━━ Recorded information

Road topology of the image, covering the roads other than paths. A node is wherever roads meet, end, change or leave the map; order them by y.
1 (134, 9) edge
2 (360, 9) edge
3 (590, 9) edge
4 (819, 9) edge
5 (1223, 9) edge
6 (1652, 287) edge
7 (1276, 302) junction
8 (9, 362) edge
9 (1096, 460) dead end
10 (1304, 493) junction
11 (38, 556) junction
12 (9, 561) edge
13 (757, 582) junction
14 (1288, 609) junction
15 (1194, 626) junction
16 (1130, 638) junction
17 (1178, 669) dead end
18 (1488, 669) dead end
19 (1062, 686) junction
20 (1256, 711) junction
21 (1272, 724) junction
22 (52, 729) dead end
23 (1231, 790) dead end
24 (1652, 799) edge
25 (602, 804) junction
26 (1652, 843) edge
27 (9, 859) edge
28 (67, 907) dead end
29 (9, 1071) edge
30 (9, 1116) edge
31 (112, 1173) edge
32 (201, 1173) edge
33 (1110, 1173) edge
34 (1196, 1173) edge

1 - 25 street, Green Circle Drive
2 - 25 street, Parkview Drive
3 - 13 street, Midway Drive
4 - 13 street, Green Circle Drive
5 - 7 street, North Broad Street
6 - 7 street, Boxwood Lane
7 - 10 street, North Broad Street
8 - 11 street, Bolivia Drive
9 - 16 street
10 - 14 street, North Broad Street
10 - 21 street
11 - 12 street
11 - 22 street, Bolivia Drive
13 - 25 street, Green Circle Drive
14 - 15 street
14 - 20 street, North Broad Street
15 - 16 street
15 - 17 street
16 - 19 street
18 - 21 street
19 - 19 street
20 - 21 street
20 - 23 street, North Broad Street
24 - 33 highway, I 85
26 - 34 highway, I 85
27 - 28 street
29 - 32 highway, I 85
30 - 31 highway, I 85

━━━━

**What you should do**
Filter the records for the string "dead" and copy every line that holds it.

**Problem solution**
9 (1096, 460) dead end
17 (1178, 669) dead end
18 (1488, 669) dead end
22 (52, 729) dead end
23 (1231, 790) dead end
28 (67, 907) dead end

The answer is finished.